Coron Artery Dis. 2011 Jun;22(4):259-63. doi: 10.1097/MCA.0b013e328344ede9.
We tested whether serum soluble lectin-like oxidized low-density lipoprotein receptor-1 (sLOX-1) levels are able to predict in-stent restenosis (ISR) after successful primary percutaneous coronary intervention (PCI).
Preprocedural and postprocedural serum sLOX-1 levels were measured in 210 consecutive patients with stable coronary artery disease who underwent successful primary PCI for de novo lesions. The patients were grouped as ISR and non-ISR based on angiographic follow-up results.

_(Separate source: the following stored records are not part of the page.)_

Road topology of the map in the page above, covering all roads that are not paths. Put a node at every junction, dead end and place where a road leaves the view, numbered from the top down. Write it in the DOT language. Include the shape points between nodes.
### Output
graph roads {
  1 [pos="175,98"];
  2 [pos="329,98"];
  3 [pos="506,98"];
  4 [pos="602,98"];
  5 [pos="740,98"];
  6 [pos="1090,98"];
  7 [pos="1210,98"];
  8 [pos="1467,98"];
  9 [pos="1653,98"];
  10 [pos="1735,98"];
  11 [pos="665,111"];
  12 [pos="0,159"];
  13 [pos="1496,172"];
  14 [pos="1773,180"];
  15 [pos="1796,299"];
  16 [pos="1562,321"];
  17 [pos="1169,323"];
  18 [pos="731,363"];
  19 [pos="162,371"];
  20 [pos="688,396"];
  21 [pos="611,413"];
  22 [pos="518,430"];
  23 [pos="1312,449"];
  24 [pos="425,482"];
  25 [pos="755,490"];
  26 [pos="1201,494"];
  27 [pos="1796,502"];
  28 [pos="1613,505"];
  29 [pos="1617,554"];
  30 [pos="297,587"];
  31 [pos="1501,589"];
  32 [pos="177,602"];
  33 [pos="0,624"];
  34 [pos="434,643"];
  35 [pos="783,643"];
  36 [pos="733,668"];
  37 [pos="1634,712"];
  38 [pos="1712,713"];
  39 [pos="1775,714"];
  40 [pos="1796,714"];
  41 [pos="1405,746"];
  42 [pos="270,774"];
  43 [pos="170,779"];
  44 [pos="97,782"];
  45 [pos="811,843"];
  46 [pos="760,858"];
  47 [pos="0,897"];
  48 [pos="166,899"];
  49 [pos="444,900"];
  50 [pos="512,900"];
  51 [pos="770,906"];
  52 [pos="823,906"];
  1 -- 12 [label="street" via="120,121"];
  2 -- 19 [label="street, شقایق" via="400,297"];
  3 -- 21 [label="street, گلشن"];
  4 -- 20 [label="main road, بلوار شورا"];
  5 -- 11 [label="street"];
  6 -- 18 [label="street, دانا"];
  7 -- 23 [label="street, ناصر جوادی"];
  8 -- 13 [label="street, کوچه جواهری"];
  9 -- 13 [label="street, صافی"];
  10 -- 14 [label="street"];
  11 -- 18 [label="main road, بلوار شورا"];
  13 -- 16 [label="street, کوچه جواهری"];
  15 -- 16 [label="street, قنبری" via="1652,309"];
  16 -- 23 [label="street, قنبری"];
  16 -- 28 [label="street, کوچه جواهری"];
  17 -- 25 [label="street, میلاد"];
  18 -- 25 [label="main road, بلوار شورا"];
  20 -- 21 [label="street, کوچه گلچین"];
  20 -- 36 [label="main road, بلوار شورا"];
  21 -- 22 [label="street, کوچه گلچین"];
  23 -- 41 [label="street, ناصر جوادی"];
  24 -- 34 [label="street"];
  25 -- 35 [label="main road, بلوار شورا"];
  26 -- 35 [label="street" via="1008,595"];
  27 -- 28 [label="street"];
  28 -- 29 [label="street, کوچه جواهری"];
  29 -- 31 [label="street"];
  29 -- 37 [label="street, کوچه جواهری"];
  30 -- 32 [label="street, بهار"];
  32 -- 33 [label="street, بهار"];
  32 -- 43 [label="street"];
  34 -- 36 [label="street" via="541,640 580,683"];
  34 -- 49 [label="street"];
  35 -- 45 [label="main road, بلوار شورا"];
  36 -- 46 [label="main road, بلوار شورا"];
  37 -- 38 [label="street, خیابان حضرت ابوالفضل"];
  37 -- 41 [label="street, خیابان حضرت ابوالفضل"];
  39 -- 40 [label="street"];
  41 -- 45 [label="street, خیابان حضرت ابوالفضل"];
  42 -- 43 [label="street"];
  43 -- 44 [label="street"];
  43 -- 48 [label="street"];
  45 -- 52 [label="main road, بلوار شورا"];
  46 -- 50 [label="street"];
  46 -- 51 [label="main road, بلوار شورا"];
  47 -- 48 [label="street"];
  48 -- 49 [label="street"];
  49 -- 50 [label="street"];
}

PCI significantly increased serum sLOX-1 levels both in patients with [0.85 (range: 0.63-0.98) vs. 0.39 (range: 0.27-0.54) ng/ml, P < 0.01] or without ISR [0.45 (range: 0.36-0.84) vs. 0.32 (range: 0.28-0.62) ng/ml, P < 0.01]. Postprocedural serum sLOX-1 levels were higher in patients with ISR than those without ISR [0.85 (range: 0.63-0.98) vs. 0.45 (range: 0.36-0.84) ng/ml, P < 0.01]. High postprocedural serum sLOX-1 levels served as independent predictors of ISR (odds ratio: 3.040, 95% confidence interval: 1.359-6.802, P < 0.01). Furthermore, postprocedural serum sLOX-1 levels were correlated with late lumen loss of the stented lesions (ρ = 0.36, P < 0.01).
Postprocedural serum sLOX-1 levels are significantly associated with the risk of ISR and the severity of lumen loss in patients with stable coronary artery disease undergoing primary PCI. These results suggested that postprocedural serum sLOX-1 levels might be useful for the detection and risk assessment of ISR after PCI.
我们检测了血清可溶性凝集素样氧化型低密度脂蛋白受体-1(sLOX-1)水平是否能够预测成功的直接经皮冠状动脉介入治疗(PCI)术后的支架内再狭窄(ISR)。
对210例因新发病变接受成功直接PCI的稳定型冠状动脉疾病患者,在术前和术后测量血清sLOX-1水平。根据血管造影随访结果将患者分为ISR组和非ISR组。
PCI显著升高了发生ISR患者[0.85(范围:0.63-0.98)对0.39(范围:0.27-0.54)ng/ml,P<0.01]和未发生ISR患者[0.45(范围:0.36-0.84)对0.32(范围:0.28-0.62)ng/ml,P<0.01]的血清sLOX-1水平。术后发生ISR患者的血清sLOX-1水平高于未发生ISR患者[0.85(范围:0.63-0.98)对0.45(范围:0.36-0.84)ng/ml,P<0.01]。术后血清sLOX-1高水平是ISR的独立预测因素(比值比:3.040,95%置信区间:1.359-6.802,P<0.01)。此外,术后血清sLOX-1水平与支架病变的晚期管腔丢失相关(ρ=0.36,P<0.01)。
在接受直接PCI的稳定型冠状动脉疾病患者中,术后血清sLOX-1水平与ISR风险及管腔丢失严重程度显著相关。这些结果提示术后血清sLOX-1水平可能有助于PCI术后ISR的检测和风险评估。